Henrey se arrodilló junto a mí, con sus manos temblorosas acariciando el rostro de Navier con devoción.

—No hagas esto... No me hagas esto, Navier... —su voz era apenas un murmullo, un grito ahogado en su propia desesperación.

Navier giró su rostro ligeramente hacia él, su mirada nublada por el dolor y la muerte inminente. Con un esfuerzo titánico, sonrió con ternura.

—Cuando vueles... recuerda que hubo un tiempo... en el que quise volar contigo. Pero ahora... mis alas están rotas. —Sus ojos brillaron con lágrimas—. Te amé, Henrey... Gracias... por haberme salvado de la soledad... una vez... Pero esta vez... el amor... fue quien me destruyó...

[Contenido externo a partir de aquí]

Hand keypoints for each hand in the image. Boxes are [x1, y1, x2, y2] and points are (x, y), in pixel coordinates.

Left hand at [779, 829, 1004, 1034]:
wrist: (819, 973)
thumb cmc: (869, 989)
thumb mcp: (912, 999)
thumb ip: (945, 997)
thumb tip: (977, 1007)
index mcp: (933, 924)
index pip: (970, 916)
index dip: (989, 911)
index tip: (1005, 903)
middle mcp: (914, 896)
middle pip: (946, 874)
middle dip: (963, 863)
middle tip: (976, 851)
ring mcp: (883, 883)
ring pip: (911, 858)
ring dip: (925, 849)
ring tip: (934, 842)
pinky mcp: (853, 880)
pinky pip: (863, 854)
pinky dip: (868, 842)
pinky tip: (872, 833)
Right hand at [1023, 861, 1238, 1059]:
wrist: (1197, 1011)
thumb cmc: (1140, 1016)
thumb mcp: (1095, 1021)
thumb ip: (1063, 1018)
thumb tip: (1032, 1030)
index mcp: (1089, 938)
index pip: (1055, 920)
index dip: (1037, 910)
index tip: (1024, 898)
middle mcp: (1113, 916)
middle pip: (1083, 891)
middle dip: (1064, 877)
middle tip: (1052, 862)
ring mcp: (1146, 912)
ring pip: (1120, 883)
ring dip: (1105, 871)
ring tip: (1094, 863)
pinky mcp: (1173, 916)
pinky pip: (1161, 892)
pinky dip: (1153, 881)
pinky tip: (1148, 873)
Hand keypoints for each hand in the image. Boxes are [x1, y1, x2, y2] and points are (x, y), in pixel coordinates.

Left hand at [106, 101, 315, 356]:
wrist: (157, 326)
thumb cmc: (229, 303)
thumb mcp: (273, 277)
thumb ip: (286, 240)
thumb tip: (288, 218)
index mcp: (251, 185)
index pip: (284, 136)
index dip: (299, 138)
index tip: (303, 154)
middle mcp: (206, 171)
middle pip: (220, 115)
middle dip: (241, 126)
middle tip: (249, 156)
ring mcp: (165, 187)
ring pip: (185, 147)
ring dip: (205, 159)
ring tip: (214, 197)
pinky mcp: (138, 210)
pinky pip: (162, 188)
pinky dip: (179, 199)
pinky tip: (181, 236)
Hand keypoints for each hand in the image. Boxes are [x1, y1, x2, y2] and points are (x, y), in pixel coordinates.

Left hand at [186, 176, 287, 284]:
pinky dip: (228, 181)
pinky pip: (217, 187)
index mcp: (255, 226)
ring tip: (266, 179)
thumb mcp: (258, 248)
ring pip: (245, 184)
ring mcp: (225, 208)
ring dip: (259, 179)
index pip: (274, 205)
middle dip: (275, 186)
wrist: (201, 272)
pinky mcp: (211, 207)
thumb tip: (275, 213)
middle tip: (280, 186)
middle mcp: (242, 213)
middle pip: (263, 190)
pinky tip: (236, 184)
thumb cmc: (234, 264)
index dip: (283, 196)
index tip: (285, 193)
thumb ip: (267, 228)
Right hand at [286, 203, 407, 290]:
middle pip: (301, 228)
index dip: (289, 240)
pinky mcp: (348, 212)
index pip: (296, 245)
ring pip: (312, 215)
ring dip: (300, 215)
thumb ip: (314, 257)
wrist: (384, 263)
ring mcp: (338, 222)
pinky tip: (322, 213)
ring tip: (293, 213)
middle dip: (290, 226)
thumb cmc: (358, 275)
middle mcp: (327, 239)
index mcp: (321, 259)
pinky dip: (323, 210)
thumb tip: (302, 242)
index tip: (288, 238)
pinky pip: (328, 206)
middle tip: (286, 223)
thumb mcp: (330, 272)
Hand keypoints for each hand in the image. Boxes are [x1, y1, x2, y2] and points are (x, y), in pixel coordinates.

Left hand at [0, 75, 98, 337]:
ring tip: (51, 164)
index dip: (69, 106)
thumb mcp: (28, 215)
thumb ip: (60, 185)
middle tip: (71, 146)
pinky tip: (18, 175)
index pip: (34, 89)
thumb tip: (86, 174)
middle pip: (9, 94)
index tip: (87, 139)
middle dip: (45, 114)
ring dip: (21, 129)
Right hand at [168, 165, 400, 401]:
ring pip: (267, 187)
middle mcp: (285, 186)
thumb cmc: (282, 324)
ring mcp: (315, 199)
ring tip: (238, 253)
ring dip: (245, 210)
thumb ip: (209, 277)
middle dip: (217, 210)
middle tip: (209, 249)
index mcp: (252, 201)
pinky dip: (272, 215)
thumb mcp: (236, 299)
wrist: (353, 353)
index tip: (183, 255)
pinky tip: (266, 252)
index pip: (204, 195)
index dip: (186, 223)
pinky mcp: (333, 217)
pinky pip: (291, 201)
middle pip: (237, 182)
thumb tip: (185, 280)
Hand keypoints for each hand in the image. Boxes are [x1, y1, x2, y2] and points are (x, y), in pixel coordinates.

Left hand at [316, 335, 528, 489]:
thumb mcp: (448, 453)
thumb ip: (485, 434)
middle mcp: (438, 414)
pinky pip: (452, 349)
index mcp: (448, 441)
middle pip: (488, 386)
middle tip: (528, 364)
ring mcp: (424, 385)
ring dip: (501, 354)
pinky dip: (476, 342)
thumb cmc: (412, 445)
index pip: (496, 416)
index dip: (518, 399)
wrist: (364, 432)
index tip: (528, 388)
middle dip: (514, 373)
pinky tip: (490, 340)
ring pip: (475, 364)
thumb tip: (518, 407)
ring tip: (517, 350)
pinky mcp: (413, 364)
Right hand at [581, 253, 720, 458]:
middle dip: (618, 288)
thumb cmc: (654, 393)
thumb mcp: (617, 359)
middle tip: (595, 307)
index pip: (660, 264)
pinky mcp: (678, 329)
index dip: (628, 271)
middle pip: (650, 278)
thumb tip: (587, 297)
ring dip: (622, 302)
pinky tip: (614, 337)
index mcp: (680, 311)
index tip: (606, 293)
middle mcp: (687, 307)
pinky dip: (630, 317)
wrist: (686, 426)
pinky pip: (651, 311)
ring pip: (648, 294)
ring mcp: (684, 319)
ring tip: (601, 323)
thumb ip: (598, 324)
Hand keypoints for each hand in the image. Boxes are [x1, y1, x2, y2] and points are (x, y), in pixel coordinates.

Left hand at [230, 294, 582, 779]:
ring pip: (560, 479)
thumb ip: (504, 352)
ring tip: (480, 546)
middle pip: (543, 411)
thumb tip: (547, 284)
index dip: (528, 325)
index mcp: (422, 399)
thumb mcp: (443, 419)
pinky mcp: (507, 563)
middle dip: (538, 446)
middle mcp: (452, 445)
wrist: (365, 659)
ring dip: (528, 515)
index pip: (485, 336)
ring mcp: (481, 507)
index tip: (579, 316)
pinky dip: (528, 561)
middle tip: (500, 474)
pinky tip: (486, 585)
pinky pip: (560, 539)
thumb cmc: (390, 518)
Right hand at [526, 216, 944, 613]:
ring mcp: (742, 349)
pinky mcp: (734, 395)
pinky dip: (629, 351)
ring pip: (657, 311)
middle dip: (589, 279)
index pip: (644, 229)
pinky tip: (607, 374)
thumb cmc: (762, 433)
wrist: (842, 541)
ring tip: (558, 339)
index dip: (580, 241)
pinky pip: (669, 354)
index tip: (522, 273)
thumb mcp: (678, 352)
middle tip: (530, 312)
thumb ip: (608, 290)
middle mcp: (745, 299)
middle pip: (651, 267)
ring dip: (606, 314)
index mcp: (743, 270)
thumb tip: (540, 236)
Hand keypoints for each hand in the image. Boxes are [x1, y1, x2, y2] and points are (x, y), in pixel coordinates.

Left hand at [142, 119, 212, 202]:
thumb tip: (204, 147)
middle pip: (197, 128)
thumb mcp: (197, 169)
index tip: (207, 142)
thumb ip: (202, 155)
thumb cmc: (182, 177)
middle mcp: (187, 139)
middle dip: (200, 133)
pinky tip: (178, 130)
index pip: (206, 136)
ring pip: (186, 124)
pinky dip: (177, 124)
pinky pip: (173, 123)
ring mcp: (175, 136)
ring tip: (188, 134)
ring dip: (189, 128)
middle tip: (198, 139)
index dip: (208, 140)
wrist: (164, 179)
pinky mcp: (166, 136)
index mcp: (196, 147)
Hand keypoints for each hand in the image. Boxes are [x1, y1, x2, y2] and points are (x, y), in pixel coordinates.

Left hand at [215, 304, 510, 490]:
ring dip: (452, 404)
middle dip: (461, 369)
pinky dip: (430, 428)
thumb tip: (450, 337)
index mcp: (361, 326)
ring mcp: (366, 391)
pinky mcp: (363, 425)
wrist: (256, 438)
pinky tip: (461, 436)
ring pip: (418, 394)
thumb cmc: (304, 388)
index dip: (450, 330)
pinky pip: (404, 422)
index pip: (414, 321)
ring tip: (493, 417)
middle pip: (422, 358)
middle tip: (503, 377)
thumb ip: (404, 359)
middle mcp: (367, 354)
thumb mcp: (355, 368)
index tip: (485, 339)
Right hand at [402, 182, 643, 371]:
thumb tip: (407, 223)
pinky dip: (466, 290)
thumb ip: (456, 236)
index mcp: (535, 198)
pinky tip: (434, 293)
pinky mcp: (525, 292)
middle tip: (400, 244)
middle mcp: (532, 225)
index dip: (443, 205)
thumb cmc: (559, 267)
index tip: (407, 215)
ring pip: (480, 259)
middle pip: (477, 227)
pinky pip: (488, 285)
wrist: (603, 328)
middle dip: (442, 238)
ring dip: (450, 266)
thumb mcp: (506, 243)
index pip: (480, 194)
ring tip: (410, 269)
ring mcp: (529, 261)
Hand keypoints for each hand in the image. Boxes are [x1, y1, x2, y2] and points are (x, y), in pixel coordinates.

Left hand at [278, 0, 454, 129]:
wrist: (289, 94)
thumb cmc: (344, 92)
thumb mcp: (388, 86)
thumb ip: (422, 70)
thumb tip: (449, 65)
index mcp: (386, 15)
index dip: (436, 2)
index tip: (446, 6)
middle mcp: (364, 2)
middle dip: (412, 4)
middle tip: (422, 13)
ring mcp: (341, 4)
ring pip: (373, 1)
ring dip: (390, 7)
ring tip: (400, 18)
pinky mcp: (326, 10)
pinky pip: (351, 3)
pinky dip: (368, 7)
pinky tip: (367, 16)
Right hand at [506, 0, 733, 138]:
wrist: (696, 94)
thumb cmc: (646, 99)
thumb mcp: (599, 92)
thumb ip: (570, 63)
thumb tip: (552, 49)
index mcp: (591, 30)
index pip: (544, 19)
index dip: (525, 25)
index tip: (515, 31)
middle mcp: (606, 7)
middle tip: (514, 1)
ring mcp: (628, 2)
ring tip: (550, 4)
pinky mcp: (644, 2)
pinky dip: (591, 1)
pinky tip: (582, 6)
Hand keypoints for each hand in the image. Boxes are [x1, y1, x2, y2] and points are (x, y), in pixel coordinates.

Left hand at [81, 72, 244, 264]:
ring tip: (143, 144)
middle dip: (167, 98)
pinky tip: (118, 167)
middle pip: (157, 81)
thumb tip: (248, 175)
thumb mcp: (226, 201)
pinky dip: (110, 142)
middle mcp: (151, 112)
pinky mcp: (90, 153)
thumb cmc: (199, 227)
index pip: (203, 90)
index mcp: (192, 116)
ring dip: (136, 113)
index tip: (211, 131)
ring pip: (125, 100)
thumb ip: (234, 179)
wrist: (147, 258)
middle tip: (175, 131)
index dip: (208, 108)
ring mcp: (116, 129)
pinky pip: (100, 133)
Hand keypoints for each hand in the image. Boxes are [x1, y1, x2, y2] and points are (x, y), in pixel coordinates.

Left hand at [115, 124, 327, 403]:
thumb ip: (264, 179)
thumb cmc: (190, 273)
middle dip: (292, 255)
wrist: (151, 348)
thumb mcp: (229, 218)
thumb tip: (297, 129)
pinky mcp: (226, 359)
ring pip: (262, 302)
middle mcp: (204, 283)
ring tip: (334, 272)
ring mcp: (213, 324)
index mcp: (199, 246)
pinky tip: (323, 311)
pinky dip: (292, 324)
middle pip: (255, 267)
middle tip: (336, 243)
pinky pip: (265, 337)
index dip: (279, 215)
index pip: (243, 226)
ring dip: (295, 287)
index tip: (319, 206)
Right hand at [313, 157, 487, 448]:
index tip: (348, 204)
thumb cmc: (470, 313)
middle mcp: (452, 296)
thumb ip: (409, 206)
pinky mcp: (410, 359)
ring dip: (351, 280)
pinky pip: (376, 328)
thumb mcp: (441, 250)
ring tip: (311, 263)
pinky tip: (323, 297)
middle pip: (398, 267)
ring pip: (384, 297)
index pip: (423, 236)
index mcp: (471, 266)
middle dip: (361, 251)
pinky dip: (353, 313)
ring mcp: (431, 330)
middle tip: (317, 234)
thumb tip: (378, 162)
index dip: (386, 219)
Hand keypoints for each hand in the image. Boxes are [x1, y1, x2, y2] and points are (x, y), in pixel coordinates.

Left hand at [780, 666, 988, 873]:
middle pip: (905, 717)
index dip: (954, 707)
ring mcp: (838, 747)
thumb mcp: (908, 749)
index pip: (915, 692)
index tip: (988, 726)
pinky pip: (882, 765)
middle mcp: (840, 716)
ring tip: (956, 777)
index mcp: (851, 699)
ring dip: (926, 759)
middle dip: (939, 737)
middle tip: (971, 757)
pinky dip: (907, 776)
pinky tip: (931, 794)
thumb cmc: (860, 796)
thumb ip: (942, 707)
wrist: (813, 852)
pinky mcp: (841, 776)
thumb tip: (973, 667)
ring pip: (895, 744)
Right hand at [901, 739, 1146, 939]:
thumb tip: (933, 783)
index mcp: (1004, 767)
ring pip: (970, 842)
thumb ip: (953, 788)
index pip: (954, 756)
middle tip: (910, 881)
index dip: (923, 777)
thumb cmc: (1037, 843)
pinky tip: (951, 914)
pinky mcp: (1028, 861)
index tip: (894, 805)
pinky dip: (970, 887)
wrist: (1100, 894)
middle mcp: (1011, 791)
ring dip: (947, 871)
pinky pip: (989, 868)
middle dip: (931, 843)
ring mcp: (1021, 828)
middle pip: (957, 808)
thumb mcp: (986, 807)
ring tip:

Su aliento se escapó de sus labios en un suspiro final. Sus párpados, pesados, cayeron lentamente. Su cuerpo, antes tan majestuoso y fuerte, se volvió inerte entre mis brazos.

—No... No... —solté un sollozo desgarrador, abrazándola con desesperación. No podía ser. No podía ser real.

Henrey, con los ojos desorbitados, sacudió su cuerpo suavemente.

—Navier... Navier, por favor, abre los ojos... —susurró, pero no hubo respuesta.

Y entonces el silencio cayó sobre nosotros. Un silencio helado, cruel y devastador.

El amor de mi vida, la emperatriz de Occidente, la única mujer que había reinado con dignidad en mi corazón... se había ido. Y con ella, mi última oportunidad de redención.

La había amado demasiado tarde. Y ahora, ese era mi castigo eterno.

Y ahora, ese era mi castigo eterno

[...]

El grito de Henrey resonó en el aire como un eco de desesperación. Su rostro estaba desencajado por el horror cuando apartó a Navier de mis brazos y la sostuvo contra su pecho como si con ello pudiera retener su último aliento. Sin pensarlo dos veces la cargo y se levanto con ella en brazos, giró sobre sus talones y corrió hacia el palacio, sus pasos fuertes y apresurados golpeaban el suelo como un tamborileo de guerra.